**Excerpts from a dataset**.
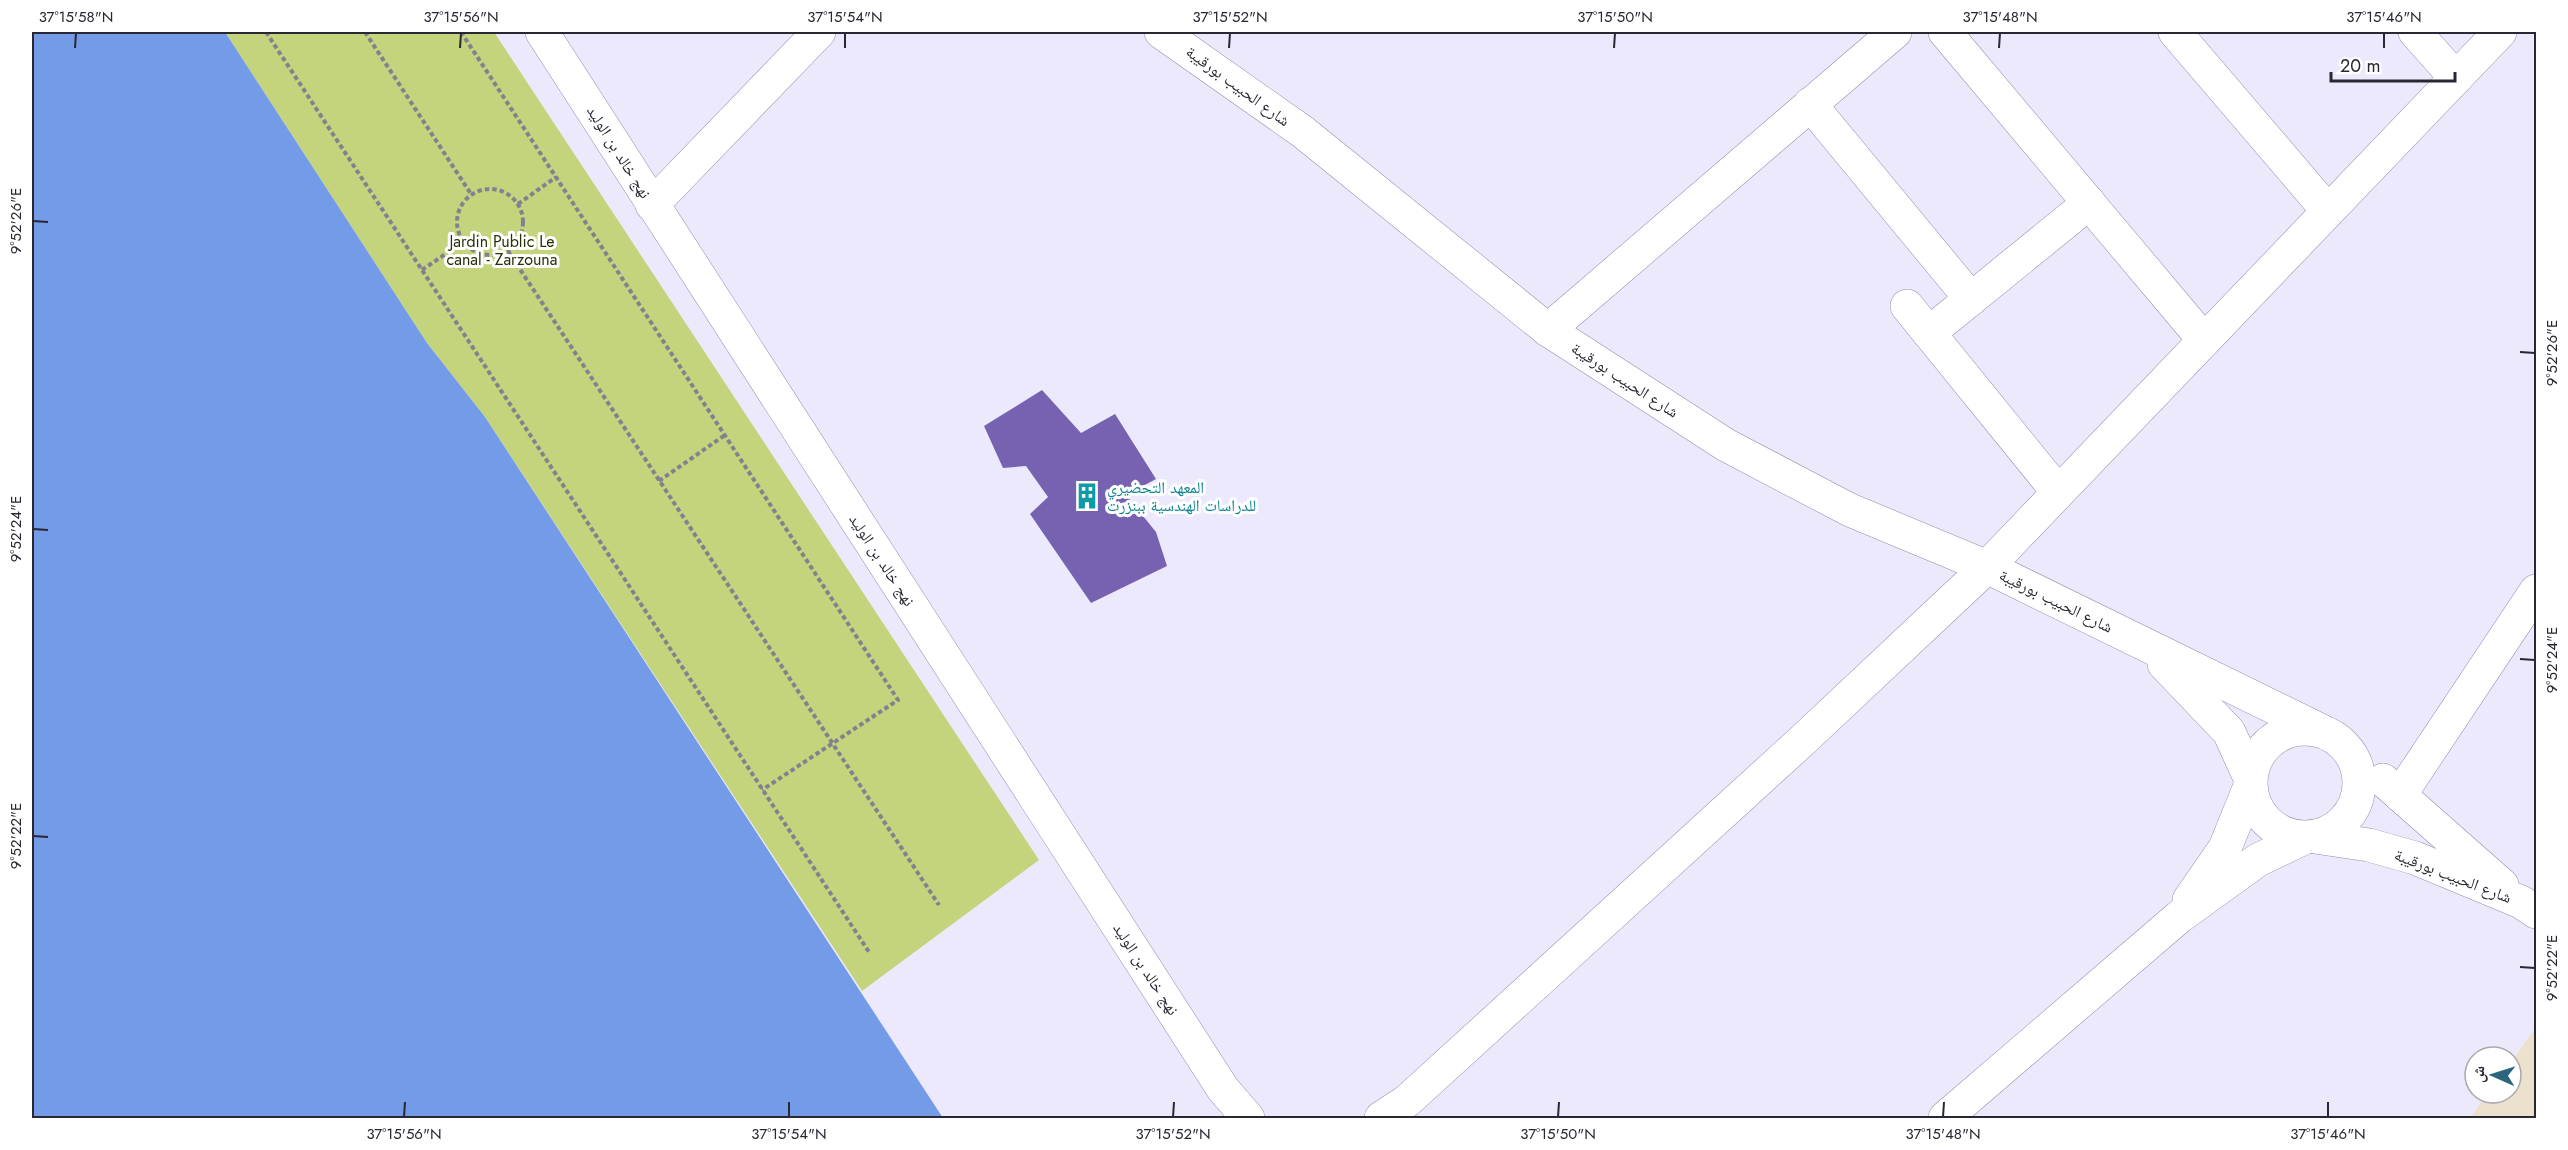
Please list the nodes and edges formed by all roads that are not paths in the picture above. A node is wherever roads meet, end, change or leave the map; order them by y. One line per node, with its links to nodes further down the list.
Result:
1 (542, 32): 12 (street, نهج خالد بن الوليد)
2 (819, 32): 12 (street)
3 (1161, 32): 16 (street, شارع الحبيب بورقيبة)
4 (1945, 32): 11 (street)
5 (2175, 32): 13 (street)
6 (2415, 32): 9 (street)
7 (2500, 32): 9 (street)
8 (1888, 34): 10 (street)
9 (2456, 78): 13 (street)
10 (1810, 104): 14 (street); 16 (street)
11 (2089, 203): 14 (street); 18 (street)
12 (652, 204): 29 (street, نهج خالد بن الوليد)
13 (2328, 211): 18 (street)
14 (1971, 299): 17 (street)
15 (1907, 306): 17 (street)
16 (1548, 330): 20 (street, شارع الحبيب بورقيبة)
17 (1929, 333): 19 (street)
18 (2204, 340): 19 (street)
19 (2058, 492): 20 (street)
20 (1986, 567): 22 (street, شارع الحبيب بورقيبة); 32 (street)
21 (2536, 591): 25 (street)
22 (2141, 642): 23 (street, شارع الحبيب بورقيبة); 24 (street, شارع الحبيب بورقيبة)
23 (2333, 739): 24 (street); 25 (street, شارع الحبيب بورقيبة); 26 (street)
24 (2250, 782): 26 (street); 28 (street)
25 (2400, 795): 27 (street, شارع الحبيب بورقيبة)
26 (2310, 837): 27 (street, شارع الحبيب بورقيبة); 28 (street)
27 (2529, 907)
28 (2179, 917): 33 (street)
29 (1223, 1089): 30 (street, نهج خالد بن الوليد); 31 (street, نهج خالد بن الوليد)
30 (1236, 1119)
31 (1248, 1119)
32 (1381, 1119)
33 (1944, 1119)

**TASK PROMPT**. Find the word "الوليد" in the entries above and gather every line that holds it.

**SOLUTION TO THE PROBLEM**.
1 (542, 32): 12 (street, نهج خالد بن الوليد)
12 (652, 204): 29 (street, نهج خالد بن الوليد)
29 (1223, 1089): 30 (street, نهج خالد بن الوليد); 31 (street, نهج خالد بن الوليد)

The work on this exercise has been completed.